Triumph and Demise: The Broken Promise of a Labor generation tells the story of the Rudd/Gillard years in all their shameless, tatty, self-interested and dysfunctional glory. Because Kelly can’t help himself, he unearths a theme to weave the years together: a story of loss. The political system is, he opines, broken. It isn’t capable (as it seemingly was in all his previous tomes) of delivering the far-reaching reforms. This carries a heavy and serious implication: our politicians are, today, failing us as they never did in the past. They are trapped in the spin cycle.

Unsurprisingly, Tony Abbott rejects Kelly’s claim. Launching the book the PM insisted, “it’s not the system which is the problem, it is the people who from time to time inhabit it.” So everything’s OK? When Abbott’s own opinion ratings remain – despite a recent small rise – stubbornly lower than for any newly elected government? Should we ignore the fact that people are desperately voting for any candidate other than those from the main parties – a trend reinforced at the latest WA Senate election. Are we to brush aside the reality that neither of the main-party leaders inspire? Ignore Kelly’s verdict at your peril.

Yet I believe there’s more, much more, to our stubborn failure to value our politicians than Kelly’s thesis alone. He dissects the political infighting brilliantly; nevertheless there are two fundamentally different ways of understanding the 2008 financial crisis and our answer to it. Our responses – political, economic and social – have assumed this is an aberrant situation that arose suddenly from specific causes (specifically the sub-prime loan crisis in the United States). Better policy might have avoided the crisis in the first place; better responses would have ameliorated its effect earlier. Thoughts like these help the economists to sleep soundly at night.

Their thesis is based on comforting assumptions. We’re told the crisis wasn’t inevitably destined to turn into a disaster. If only, some say, there’d been faster implementation of stimulus programs, well, then everything would’ve been wonderful. What a pity the wrong policies were followed!

There is, however, another way of dissecting what happened. This theory has an ever-increasing weight of evidence firmly behind it . . . but it’s a very discomforting hypothesis, so don’t expect anyone (least of all economists and those who depend on the financial markets) to tell you about it. The reality might be that the ever-increasing growth on which our economic future has come to depend is about to come to a halt. This doesn’t mean society will come to a sudden full stop, nor will it lead to disaster. Nevertheless, gradually but irrevocably, the basic assumptions underpinning society are increasingly coming under challenge.

Take wages, for example. Previously it didn’t matter (politically) that some people were becoming proportionally richer, because we were all becoming wealthier. Today that ain’t so. Living standards are declining.

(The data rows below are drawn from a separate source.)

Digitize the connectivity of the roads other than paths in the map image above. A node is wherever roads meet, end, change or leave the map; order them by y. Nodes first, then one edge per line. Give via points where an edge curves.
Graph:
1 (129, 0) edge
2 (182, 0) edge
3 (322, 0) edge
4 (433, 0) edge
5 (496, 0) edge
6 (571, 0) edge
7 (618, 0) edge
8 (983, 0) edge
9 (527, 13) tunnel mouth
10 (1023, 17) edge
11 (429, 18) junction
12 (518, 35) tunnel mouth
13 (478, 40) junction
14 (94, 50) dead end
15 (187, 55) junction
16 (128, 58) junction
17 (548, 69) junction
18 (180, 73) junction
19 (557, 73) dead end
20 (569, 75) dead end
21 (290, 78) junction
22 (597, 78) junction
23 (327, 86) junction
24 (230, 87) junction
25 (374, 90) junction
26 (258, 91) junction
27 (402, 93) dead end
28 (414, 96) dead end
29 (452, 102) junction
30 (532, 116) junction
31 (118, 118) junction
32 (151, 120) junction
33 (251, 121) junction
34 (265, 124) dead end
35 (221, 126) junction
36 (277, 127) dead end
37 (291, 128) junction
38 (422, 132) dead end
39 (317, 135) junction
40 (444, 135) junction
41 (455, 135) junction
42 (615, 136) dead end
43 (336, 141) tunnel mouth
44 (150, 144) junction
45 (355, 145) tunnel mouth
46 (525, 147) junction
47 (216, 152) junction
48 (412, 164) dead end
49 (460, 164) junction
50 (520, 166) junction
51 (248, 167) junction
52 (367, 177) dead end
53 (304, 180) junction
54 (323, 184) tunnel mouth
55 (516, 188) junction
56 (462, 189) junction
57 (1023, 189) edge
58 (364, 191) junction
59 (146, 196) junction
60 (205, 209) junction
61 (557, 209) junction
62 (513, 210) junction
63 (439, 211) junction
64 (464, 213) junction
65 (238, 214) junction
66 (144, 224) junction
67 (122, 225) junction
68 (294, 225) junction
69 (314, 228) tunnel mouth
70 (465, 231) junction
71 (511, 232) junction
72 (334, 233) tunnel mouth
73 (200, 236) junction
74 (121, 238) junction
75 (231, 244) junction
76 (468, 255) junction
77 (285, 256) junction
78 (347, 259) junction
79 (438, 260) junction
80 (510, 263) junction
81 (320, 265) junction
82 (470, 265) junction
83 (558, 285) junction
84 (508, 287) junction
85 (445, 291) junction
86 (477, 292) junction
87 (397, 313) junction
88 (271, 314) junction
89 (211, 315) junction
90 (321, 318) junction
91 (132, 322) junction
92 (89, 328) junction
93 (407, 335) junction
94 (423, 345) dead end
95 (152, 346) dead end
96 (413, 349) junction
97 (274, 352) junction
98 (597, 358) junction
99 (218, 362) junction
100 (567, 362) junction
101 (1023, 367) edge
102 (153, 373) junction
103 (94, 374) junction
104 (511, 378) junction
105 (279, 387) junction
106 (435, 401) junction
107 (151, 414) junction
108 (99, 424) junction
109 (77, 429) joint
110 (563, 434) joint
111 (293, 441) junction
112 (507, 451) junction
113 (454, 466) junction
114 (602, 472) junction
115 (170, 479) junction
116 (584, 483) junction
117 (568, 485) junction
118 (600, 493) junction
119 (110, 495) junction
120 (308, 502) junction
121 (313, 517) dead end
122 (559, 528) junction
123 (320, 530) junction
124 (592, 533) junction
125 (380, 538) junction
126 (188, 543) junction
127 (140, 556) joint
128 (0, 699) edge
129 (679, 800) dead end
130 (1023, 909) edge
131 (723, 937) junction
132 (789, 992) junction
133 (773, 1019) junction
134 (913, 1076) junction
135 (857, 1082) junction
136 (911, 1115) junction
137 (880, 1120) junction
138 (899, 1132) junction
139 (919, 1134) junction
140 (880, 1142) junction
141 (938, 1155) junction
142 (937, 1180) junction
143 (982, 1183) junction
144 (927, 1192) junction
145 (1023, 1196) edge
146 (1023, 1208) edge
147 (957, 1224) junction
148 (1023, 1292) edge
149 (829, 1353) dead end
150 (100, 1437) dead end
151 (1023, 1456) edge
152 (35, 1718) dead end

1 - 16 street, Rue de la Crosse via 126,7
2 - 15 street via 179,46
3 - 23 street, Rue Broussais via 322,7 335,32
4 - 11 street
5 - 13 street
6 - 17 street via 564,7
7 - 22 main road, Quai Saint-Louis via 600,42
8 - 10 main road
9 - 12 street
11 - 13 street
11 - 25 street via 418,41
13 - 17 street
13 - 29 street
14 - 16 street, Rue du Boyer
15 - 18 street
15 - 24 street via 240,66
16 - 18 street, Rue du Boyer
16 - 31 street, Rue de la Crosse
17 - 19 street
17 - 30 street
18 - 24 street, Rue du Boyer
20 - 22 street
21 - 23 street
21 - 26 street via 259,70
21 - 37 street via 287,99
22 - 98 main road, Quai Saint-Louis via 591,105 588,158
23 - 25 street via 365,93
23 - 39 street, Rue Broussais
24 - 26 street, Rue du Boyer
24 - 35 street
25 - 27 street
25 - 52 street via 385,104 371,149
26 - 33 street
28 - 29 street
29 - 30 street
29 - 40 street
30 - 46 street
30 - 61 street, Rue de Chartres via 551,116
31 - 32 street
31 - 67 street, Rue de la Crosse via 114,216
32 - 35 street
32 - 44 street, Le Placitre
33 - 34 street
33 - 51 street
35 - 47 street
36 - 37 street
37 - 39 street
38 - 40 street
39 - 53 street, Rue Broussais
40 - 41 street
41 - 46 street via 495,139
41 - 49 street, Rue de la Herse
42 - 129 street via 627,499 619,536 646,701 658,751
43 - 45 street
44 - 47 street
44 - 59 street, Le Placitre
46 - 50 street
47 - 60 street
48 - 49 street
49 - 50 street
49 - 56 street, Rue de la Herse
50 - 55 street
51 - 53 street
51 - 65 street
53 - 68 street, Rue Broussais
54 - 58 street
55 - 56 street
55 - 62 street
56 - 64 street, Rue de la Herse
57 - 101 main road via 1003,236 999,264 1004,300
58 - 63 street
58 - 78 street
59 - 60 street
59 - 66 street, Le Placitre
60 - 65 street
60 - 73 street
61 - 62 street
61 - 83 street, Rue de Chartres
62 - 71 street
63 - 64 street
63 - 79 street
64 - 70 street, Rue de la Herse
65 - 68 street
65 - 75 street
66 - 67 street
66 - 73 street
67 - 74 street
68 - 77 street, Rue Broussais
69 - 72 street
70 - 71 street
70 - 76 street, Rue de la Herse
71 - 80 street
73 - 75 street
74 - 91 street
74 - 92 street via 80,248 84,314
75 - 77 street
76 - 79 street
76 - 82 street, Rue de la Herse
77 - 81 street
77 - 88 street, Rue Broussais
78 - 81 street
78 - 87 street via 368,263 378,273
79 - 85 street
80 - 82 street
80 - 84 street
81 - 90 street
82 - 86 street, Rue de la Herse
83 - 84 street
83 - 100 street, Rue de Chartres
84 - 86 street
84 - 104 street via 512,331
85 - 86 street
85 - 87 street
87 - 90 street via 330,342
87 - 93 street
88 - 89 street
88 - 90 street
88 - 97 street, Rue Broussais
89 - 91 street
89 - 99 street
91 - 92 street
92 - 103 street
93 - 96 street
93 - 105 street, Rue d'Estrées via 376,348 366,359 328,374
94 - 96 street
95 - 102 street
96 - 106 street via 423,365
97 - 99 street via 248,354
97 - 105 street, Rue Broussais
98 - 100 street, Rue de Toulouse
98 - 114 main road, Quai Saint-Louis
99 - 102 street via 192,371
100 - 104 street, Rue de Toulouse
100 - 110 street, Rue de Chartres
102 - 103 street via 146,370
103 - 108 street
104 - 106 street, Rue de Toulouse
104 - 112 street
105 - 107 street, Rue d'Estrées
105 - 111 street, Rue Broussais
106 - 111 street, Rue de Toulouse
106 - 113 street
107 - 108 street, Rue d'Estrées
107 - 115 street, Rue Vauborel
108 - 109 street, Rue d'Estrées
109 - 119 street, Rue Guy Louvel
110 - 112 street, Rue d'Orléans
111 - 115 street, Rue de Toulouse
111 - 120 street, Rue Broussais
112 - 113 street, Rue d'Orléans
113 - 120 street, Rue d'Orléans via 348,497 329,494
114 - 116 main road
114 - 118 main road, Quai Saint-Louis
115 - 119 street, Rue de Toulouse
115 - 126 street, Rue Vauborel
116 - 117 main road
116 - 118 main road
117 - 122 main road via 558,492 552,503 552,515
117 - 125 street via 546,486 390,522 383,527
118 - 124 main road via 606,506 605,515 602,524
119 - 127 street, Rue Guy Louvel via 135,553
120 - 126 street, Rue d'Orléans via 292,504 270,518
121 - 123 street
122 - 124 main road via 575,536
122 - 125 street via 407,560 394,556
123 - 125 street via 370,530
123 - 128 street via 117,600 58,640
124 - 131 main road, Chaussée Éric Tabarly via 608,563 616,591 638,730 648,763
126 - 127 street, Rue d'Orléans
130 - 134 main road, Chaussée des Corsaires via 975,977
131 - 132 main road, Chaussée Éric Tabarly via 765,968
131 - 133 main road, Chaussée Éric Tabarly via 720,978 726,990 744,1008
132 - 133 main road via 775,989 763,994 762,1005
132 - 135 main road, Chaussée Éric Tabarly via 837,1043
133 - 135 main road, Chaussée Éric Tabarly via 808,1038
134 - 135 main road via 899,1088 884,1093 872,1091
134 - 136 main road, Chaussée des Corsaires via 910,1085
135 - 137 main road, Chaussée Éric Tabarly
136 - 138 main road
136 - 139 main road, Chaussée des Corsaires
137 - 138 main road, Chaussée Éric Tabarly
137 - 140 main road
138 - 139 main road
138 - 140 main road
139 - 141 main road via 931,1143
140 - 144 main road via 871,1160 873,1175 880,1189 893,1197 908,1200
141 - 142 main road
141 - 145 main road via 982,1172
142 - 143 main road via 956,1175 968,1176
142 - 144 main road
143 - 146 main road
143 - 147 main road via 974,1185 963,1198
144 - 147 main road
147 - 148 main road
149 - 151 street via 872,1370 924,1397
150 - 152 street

That’s a simple phrase, but think about what it means and the transformational nature of the political challenge quickly becomes apparent. Since the 1950’s, the engine underlying the economic model has been powered by growth. First technology, then people, then productivity, and finally resources have allowed the country to surge ahead. When growth slowed, micro-economic reform pushed us over the speed bumps and workers shuffled off into new industries and jobs. And, behind it all, new construction changed our skylines and the face of the suburbs. Life was getting better – it was obvious.

This simple equation has now changed. Last week Lateral Economics released its index of well being which demonstrated that national income declined over the past year. Think about what that means: we’re going backwards. According to the ABS, real income per person has also dropped – for the second year in a row. And the Reserve Bank says it can’t envisage any upturn in employment for two years at least. Europe is mired in its own problems; Japan’s economy has been a basket case since the 1990’s, China’s government faces an ageing population and growing internal demands that it will struggle to meet; and the fragile growth in the US is based on promise: these are credit notes that won’t be met. All the advanced economies desperately require a swift dose of inflation to provide the illusion of growth. Yet even if this arrives, that’s all it will be: a trick, a chimera.

The fundamental principles underlying the so-called ‘Australian settlement’ (the transactional ‘deal’ that’s allowed our economic model to flourish) are at an end. Labor had a chance to re-make the economy in 2008 by telling us some hard truths and using the surplus to smooth our way into this new environment. Instead it shovelled more coal into the fire, attempting to stoke it up again. It flared for a moment, but now it’s fading again.

Now this is all Abbott’s problem. I’ve already got a title for Kelly’s book on this particular decade. It’s called Managing Decline: and the failure of Australia’s political class.